- EXERCISE
Each line below must be written out exactly as shown.

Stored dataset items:

-----

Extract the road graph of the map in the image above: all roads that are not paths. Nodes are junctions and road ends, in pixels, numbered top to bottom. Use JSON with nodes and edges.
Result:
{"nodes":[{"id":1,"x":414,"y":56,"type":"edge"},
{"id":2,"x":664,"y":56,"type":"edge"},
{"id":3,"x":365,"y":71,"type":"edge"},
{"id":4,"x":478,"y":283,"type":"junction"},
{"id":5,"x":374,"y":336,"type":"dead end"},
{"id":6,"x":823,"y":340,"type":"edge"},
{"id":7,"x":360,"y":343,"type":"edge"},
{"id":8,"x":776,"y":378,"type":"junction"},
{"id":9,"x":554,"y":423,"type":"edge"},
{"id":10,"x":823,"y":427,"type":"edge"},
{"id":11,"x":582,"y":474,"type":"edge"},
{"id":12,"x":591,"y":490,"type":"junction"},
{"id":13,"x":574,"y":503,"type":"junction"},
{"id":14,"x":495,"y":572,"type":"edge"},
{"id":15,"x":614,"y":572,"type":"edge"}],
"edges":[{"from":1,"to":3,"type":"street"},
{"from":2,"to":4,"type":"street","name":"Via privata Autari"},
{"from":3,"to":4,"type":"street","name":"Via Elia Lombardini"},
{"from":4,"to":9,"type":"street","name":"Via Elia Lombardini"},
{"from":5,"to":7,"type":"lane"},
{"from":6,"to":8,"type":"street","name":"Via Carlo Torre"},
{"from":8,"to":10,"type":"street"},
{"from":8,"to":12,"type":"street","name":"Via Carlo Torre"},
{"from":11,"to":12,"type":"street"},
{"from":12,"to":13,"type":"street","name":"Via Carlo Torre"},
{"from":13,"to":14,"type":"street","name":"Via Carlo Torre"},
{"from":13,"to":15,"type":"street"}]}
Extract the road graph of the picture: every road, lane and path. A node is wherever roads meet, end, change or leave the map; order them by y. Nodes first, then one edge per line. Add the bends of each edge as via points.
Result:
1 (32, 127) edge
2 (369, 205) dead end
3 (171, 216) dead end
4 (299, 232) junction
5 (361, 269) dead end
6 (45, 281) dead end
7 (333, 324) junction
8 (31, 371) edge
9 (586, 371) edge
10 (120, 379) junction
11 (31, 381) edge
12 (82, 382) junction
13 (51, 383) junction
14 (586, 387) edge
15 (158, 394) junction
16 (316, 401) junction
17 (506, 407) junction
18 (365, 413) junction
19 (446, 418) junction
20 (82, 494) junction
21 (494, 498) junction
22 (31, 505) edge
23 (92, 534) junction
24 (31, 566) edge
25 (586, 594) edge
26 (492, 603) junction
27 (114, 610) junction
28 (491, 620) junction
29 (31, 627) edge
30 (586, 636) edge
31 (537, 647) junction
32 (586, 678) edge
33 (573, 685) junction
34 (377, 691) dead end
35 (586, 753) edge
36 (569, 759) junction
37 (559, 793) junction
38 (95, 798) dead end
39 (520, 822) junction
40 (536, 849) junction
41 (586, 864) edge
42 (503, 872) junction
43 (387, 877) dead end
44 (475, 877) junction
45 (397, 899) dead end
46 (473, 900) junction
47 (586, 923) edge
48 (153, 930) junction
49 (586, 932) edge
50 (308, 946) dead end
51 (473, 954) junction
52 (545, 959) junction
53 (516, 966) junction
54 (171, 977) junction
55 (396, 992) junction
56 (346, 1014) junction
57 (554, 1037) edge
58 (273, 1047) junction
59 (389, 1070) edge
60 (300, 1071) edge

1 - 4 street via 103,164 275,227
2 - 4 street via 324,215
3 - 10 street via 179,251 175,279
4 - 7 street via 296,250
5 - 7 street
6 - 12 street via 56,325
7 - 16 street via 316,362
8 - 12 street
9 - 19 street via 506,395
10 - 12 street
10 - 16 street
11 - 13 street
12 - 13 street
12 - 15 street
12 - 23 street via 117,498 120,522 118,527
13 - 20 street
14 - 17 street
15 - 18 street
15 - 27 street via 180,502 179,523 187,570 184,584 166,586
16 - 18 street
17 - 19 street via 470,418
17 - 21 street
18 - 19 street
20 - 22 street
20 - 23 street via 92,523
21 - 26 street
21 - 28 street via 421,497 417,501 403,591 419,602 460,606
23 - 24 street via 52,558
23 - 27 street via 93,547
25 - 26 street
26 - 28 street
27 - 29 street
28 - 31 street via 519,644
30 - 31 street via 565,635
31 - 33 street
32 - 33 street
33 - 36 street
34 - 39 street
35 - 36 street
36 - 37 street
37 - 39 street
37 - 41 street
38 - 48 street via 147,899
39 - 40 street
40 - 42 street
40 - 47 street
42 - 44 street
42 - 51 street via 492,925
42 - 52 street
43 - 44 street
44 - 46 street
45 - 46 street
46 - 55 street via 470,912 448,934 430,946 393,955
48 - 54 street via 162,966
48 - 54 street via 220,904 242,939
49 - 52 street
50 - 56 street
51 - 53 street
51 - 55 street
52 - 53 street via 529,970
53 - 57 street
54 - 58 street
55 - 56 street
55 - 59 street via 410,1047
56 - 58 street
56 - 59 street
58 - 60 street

-----

- ANSWER TO THIS EXERCISE
Extract the road graph of the map in the image above: all roads that are not paths. Nodes are junctions and road ends, in pixels, numbered top to bottom. Use JSON with nodes and edges.
Result:
{"nodes":[{"id":1,"x":414,"y":56,"type":"edge"},
{"id":2,"x":664,"y":56,"type":"edge"},
{"id":3,"x":365,"y":71,"type":"edge"},
{"id":4,"x":478,"y":283,"type":"junction"},
{"id":5,"x":374,"y":336,"type":"dead end"},
{"id":6,"x":823,"y":340,"type":"edge"},
{"id":7,"x":360,"y":343,"type":"edge"},
{"id":8,"x":776,"y":378,"type":"junction"},
{"id":9,"x":554,"y":423,"type":"edge"},
{"id":10,"x":823,"y":427,"type":"edge"},
{"id":11,"x":582,"y":474,"type":"edge"},
{"id":12,"x":591,"y":490,"type":"junction"},
{"id":13,"x":574,"y":503,"type":"junction"},
{"id":14,"x":495,"y":572,"type":"edge"},
{"id":15,"x":614,"y":572,"type":"edge"}],
"edges":[{"from":1,"to":3,"type":"street"},
{"from":2,"to":4,"type":"street","name":"Via privata Autari"},
{"from":3,"to":4,"type":"street","name":"Via Elia Lombardini"},
{"from":4,"to":9,"type":"street","name":"Via Elia Lombardini"},
{"from":5,"to":7,"type":"lane"},
{"from":6,"to":8,"type":"street","name":"Via Carlo Torre"},
{"from":8,"to":10,"type":"street"},
{"from":8,"to":12,"type":"street","name":"Via Carlo Torre"},
{"from":11,"to":12,"type":"street"},
{"from":12,"to":13,"type":"street","name":"Via Carlo Torre"},
{"from":13,"to":14,"type":"street","name":"Via Carlo Torre"},
{"from":13,"to":15,"type":"street"}]}
Extract the road graph of the picture: every road, lane and path. A node is wherever roads meet, end, change or leave the map; order them by y. Nodes first, then one edge per line. Add the bends of each edge as via points.
Result:
1 (32, 127) edge
2 (369, 205) dead end
3 (171, 216) dead end
4 (299, 232) junction
5 (361, 269) dead end
6 (45, 281) dead end
7 (333, 324) junction
8 (31, 371) edge
9 (586, 371) edge
10 (120, 379) junction
11 (31, 381) edge
12 (82, 382) junction
13 (51, 383) junction
14 (586, 387) edge
15 (158, 394) junction
16 (316, 401) junction
17 (506, 407) junction
18 (365, 413) junction
19 (446, 418) junction
20 (82, 494) junction
21 (494, 498) junction
22 (31, 505) edge
23 (92, 534) junction
24 (31, 566) edge
25 (586, 594) edge
26 (492, 603) junction
27 (114, 610) junction
28 (491, 620) junction
29 (31, 627) edge
30 (586, 636) edge
31 (537, 647) junction
32 (586, 678) edge
33 (573, 685) junction
34 (377, 691) dead end
35 (586, 753) edge
36 (569, 759) junction
37 (559, 793) junction
38 (95, 798) dead end
39 (520, 822) junction
40 (536, 849) junction
41 (586, 864) edge
42 (503, 872) junction
43 (387, 877) dead end
44 (475, 877) junction
45 (397, 899) dead end
46 (473, 900) junction
47 (586, 923) edge
48 (153, 930) junction
49 (586, 932) edge
50 (308, 946) dead end
51 (473, 954) junction
52 (545, 959) junction
53 (516, 966) junction
54 (171, 977) junction
55 (396, 992) junction
56 (346, 1014) junction
57 (554, 1037) edge
58 (273, 1047) junction
59 (389, 1070) edge
60 (300, 1071) edge

1 - 4 street via 103,164 275,227
2 - 4 street via 324,215
3 - 10 street via 179,251 175,279
4 - 7 street via 296,250
5 - 7 street
6 - 12 street via 56,325
7 - 16 street via 316,362
8 - 12 street
9 - 19 street via 506,395
10 - 12 street
10 - 16 street
11 - 13 street
12 - 13 street
12 - 15 street
12 - 23 street via 117,498 120,522 118,527
13 - 20 street
14 - 17 street
15 - 18 street
15 - 27 street via 180,502 179,523 187,570 184,584 166,586
16 - 18 street
17 - 19 street via 470,418
17 - 21 street
18 - 19 street
20 - 22 street
20 - 23 street via 92,523
21 - 26 street
21 - 28 street via 421,497 417,501 403,591 419,602 460,606
23 - 24 street via 52,558
23 - 27 street via 93,547
25 - 26 street
26 - 28 street
27 - 29 street
28 - 31 street via 519,644
30 - 31 street via 565,635
31 - 33 street
32 - 33 street
33 - 36 street
34 - 39 street
35 - 36 street
36 - 37 street
37 - 39 street
37 - 41 street
38 - 48 street via 147,899
39 - 40 street
40 - 42 street
40 - 47 street
42 - 44 street
42 - 51 street via 492,925
42 - 52 street
43 - 44 street
44 - 46 street
45 - 46 street
46 - 55 street via 470,912 448,934 430,946 393,955
48 - 54 street via 162,966
48 - 54 street via 220,904 242,939
49 - 52 street
50 - 56 street
51 - 53 street
51 - 55 street
52 - 53 street via 529,970
53 - 57 street
54 - 58 street
55 - 56 street
55 - 59 street via 410,1047
56 - 58 street
56 - 59 street
58 - 60 street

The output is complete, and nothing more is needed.